PROBLEM DETAILS ▸ Keep the wording of each record exactly the same when you repeat it, and leave out pictures.

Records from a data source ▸
··········
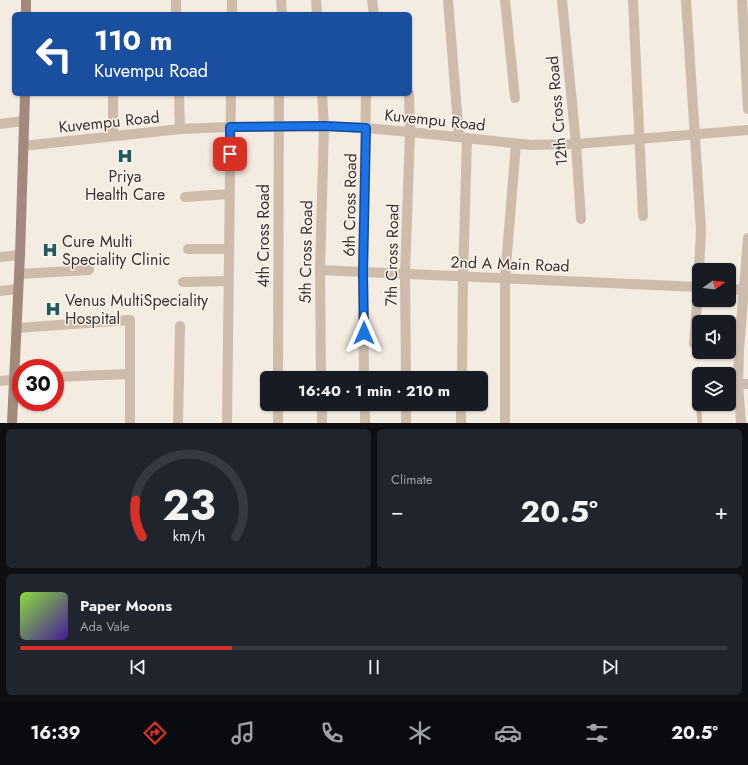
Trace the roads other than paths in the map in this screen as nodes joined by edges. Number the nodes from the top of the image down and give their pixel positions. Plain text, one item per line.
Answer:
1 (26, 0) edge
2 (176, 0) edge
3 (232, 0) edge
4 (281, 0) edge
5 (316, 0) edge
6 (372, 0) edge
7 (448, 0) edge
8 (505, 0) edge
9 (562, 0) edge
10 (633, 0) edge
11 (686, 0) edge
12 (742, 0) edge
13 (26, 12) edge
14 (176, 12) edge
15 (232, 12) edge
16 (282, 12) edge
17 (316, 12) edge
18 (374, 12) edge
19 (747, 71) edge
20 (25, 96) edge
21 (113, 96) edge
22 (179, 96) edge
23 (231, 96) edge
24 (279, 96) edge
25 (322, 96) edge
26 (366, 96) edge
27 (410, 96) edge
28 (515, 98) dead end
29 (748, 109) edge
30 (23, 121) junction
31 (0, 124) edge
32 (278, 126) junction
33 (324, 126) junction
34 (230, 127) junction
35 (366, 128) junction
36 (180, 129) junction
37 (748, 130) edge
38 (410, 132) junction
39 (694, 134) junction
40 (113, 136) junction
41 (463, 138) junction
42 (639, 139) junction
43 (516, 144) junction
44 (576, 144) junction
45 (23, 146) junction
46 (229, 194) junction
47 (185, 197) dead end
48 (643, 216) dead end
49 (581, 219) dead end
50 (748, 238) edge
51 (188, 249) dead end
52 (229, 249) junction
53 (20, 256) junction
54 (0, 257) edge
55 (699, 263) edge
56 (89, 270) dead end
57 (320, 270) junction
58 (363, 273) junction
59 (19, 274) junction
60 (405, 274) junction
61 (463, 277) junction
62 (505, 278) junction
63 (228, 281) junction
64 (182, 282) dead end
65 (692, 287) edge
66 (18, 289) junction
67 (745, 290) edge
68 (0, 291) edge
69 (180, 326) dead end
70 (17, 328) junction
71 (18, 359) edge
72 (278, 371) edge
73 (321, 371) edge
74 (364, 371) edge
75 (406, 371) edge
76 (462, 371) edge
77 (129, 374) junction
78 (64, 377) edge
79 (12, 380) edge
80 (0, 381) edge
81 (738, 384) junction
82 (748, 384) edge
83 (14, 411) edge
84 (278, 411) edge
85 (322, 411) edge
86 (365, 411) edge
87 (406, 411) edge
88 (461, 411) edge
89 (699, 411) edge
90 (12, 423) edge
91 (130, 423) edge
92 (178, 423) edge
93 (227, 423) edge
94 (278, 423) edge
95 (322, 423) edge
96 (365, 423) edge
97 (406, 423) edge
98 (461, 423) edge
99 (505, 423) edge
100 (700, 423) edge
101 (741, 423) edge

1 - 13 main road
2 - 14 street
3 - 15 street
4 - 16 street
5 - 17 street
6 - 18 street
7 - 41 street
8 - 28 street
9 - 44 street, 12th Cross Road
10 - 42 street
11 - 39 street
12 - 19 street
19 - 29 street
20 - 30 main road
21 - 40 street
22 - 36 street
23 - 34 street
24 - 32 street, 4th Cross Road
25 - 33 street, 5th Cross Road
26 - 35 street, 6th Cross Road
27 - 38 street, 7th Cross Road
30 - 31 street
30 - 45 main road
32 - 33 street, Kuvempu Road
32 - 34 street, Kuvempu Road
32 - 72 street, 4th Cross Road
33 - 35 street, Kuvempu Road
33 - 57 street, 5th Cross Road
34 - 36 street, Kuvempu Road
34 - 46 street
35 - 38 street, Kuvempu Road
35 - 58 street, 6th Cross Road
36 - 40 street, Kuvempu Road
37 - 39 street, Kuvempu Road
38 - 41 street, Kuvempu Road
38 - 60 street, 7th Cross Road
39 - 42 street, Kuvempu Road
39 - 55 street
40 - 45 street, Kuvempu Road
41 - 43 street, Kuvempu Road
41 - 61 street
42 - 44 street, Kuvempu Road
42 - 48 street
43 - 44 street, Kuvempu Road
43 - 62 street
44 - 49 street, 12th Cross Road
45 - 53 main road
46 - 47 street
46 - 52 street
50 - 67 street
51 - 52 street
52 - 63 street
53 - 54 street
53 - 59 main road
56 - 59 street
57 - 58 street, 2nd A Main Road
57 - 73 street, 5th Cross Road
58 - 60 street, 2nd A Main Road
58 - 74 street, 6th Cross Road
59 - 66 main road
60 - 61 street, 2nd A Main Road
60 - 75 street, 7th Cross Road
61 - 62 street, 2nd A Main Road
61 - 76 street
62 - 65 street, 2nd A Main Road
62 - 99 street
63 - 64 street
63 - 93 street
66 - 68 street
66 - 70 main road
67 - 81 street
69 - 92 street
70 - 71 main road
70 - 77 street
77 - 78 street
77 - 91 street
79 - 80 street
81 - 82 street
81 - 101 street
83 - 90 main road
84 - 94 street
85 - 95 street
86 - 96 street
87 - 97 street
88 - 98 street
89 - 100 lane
··········
SOLUTION TO THE PROBLEM ▸
Trace the roads other than paths in the map in this screen as nodes joined by edges. Number the nodes from the top of the image down and give their pixel positions. Plain text, one item per line.
Answer:
1 (26, 0) edge
2 (176, 0) edge
3 (232, 0) edge
4 (281, 0) edge
5 (316, 0) edge
6 (372, 0) edge
7 (448, 0) edge
8 (505, 0) edge
9 (562, 0) edge
10 (633, 0) edge
11 (686, 0) edge
12 (742, 0) edge
13 (26, 12) edge
14 (176, 12) edge
15 (232, 12) edge
16 (282, 12) edge
17 (316, 12) edge
18 (374, 12) edge
19 (747, 71) edge
20 (25, 96) edge
21 (113, 96) edge
22 (179, 96) edge
23 (231, 96) edge
24 (279, 96) edge
25 (322, 96) edge
26 (366, 96) edge
27 (410, 96) edge
28 (515, 98) dead end
29 (748, 109) edge
30 (23, 121) junction
31 (0, 124) edge
32 (278, 126) junction
33 (324, 126) junction
34 (230, 127) junction
35 (366, 128) junction
36 (180, 129) junction
37 (748, 130) edge
38 (410, 132) junction
39 (694, 134) junction
40 (113, 136) junction
41 (463, 138) junction
42 (639, 139) junction
43 (516, 144) junction
44 (576, 144) junction
45 (23, 146) junction
46 (229, 194) junction
47 (185, 197) dead end
48 (643, 216) dead end
49 (581, 219) dead end
50 (748, 238) edge
51 (188, 249) dead end
52 (229, 249) junction
53 (20, 256) junction
54 (0, 257) edge
55 (699, 263) edge
56 (89, 270) dead end
57 (320, 270) junction
58 (363, 273) junction
59 (19, 274) junction
60 (405, 274) junction
61 (463, 277) junction
62 (505, 278) junction
63 (228, 281) junction
64 (182, 282) dead end
65 (692, 287) edge
66 (18, 289) junction
67 (745, 290) edge
68 (0, 291) edge
69 (180, 326) dead end
70 (17, 328) junction
71 (18, 359) edge
72 (278, 371) edge
73 (321, 371) edge
74 (364, 371) edge
75 (406, 371) edge
76 (462, 371) edge
77 (129, 374) junction
78 (64, 377) edge
79 (12, 380) edge
80 (0, 381) edge
81 (738, 384) junction
82 (748, 384) edge
83 (14, 411) edge
84 (278, 411) edge
85 (322, 411) edge
86 (365, 411) edge
87 (406, 411) edge
88 (461, 411) edge
89 (699, 411) edge
90 (12, 423) edge
91 (130, 423) edge
92 (178, 423) edge
93 (227, 423) edge
94 (278, 423) edge
95 (322, 423) edge
96 (365, 423) edge
97 (406, 423) edge
98 (461, 423) edge
99 (505, 423) edge
100 (700, 423) edge
101 (741, 423) edge

1 - 13 main road
2 - 14 street
3 - 15 street
4 - 16 street
5 - 17 street
6 - 18 street
7 - 41 street
8 - 28 street
9 - 44 street, 12th Cross Road
10 - 42 street
11 - 39 street
12 - 19 street
19 - 29 street
20 - 30 main road
21 - 40 street
22 - 36 street
23 - 34 street
24 - 32 street, 4th Cross Road
25 - 33 street, 5th Cross Road
26 - 35 street, 6th Cross Road
27 - 38 street, 7th Cross Road
30 - 31 street
30 - 45 main road
32 - 33 street, Kuvempu Road
32 - 34 street, Kuvempu Road
32 - 72 street, 4th Cross Road
33 - 35 street, Kuvempu Road
33 - 57 street, 5th Cross Road
34 - 36 street, Kuvempu Road
34 - 46 street
35 - 38 street, Kuvempu Road
35 - 58 street, 6th Cross Road
36 - 40 street, Kuvempu Road
37 - 39 street, Kuvempu Road
38 - 41 street, Kuvempu Road
38 - 60 street, 7th Cross Road
39 - 42 street, Kuvempu Road
39 - 55 street
40 - 45 street, Kuvempu Road
41 - 43 street, Kuvempu Road
41 - 61 street
42 - 44 street, Kuvempu Road
42 - 48 street
43 - 44 street, Kuvempu Road
43 - 62 street
44 - 49 street, 12th Cross Road
45 - 53 main road
46 - 47 street
46 - 52 street
50 - 67 street
51 - 52 street
52 - 63 street
53 - 54 street
53 - 59 main road
56 - 59 street
57 - 58 street, 2nd A Main Road
57 - 73 street, 5th Cross Road
58 - 60 street, 2nd A Main Road
58 - 74 street, 6th Cross Road
59 - 66 main road
60 - 61 street, 2nd A Main Road
60 - 75 street, 7th Cross Road
61 - 62 street, 2nd A Main Road
61 - 76 street
62 - 65 street, 2nd A Main Road
62 - 99 street
63 - 64 street
63 - 93 street
66 - 68 street
66 - 70 main road
67 - 81 street
69 - 92 street
70 - 71 main road
70 - 77 street
77 - 78 street
77 - 91 street
79 - 80 street
81 - 82 street
81 - 101 street
83 - 90 main road
84 - 94 street
85 - 95 street
86 - 96 street
87 - 97 street
88 - 98 street
89 - 100 lane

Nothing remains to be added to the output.